黄金が出てくる場所などと聞けば、山師としては黙っていられない。
「どうだ、ひとつその夢、俺に売らないか?」
「なんだ、藪からぼうに」
そう言った友人だが、黄金という単語に、眼前の人間の山っ気あふれる気質を思い出したらしい。
この山っ気さえなくなれば、商人としてそこそこの線までいけるだろうに、と内心で惜しみつつ口を開く。
「言っとくが、具体的な場所なんて聞いてないぞ? ここらを掘ったって黄金なんぞ出てこんわい」
「なに、縁起担ぎってやつだ。あの北条の尼将軍様も妹の夢を買って大成したって話じゃねえか。俺がお前の夢を買ったって問題あるめえ」
「まあ、別におれに損のある話じゃないからかまわんが。で、幾ら出す?」
「ほれ、これが今の俺の全財産じゃ」
そう言って、氏定は置いてあった荷を友人の太鼓腹の上にどすんとのせる。
友人としては、冗談半分の問いかけであっただけに、迷うことなく商品をすべて差し出してきた氏定に驚き、それ以上にあきれ果てた。

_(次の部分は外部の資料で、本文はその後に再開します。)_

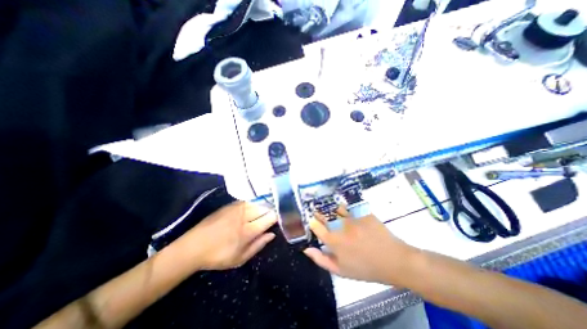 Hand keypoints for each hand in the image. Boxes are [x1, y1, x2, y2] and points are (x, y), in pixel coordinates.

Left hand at [177, 202, 277, 271]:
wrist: (193, 246)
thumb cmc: (218, 256)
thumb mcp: (240, 259)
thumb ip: (258, 245)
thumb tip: (272, 234)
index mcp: (248, 231)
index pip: (269, 217)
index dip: (276, 218)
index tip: (276, 221)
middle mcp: (244, 216)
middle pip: (264, 207)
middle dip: (270, 211)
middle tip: (268, 218)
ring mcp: (236, 208)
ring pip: (256, 202)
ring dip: (261, 207)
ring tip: (260, 213)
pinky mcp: (229, 204)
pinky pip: (246, 201)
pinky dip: (252, 204)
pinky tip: (250, 209)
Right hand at [302, 208, 417, 284]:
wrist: (393, 260)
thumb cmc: (365, 268)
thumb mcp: (341, 271)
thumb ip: (321, 259)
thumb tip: (307, 249)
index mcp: (333, 241)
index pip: (316, 226)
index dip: (313, 222)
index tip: (313, 221)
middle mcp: (340, 226)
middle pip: (324, 214)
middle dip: (319, 213)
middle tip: (320, 215)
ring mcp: (352, 217)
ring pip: (336, 209)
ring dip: (332, 210)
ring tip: (334, 212)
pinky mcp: (362, 212)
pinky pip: (349, 207)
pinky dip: (346, 208)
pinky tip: (347, 211) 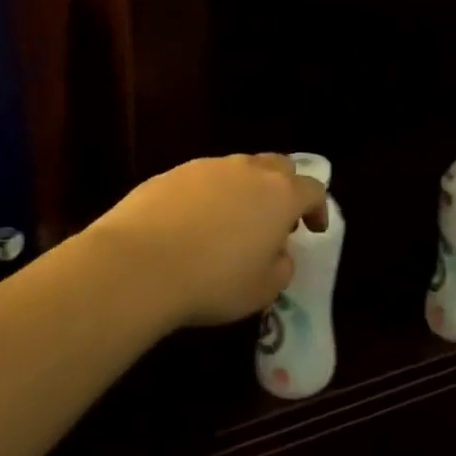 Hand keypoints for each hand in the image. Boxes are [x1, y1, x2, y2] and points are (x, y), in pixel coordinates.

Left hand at [87, 154, 327, 328]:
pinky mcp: (170, 174)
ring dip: (244, 191)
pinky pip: (201, 180)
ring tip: (231, 224)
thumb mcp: (263, 289)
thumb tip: (278, 254)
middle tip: (276, 220)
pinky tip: (192, 226)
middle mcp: (248, 171)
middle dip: (284, 188)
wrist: (137, 266)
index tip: (314, 230)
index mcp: (280, 195)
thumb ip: (281, 267)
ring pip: (237, 170)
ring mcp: (206, 168)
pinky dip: (207, 197)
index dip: (318, 209)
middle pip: (278, 166)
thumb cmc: (214, 282)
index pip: (313, 189)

「おめえはあほうか。これから商売いくってのに、商品全部売り渡す奴がどこにいるッ」
そう言うと、友人は腹の上の荷の中から干魚を適当に取り出すと、残りはそのまま氏定に返した。
「これでいいわい。取引完了だな」
「おし、これで黄金の夢は俺のものだな」
「おう、精々頑張って一山あててくれい。さて、なんだかんだで結構休めたし、あいつを起こしてそろそろ出発しようか」
「……とうに起きている。というか、こんなやかましい場所で寝ていられるか」
機嫌の悪さがにじみ出た声は、もう一人の連れのものであった。
三人が支度をととのえ終わるのを待っていたように、先の山蜂が木から離れ、南の方角に向けて透明な翅を羽ばたかせた。
それが、まるで夢を買い取った者を黄金へと誘うように見えたのは――
(ま、気のせいかもしれんが、信じたところで誰に迷惑をかけるわけでもねえしな)
氏定はそんなことを考えつつ、高千穂に向けて足を踏み出したのであった。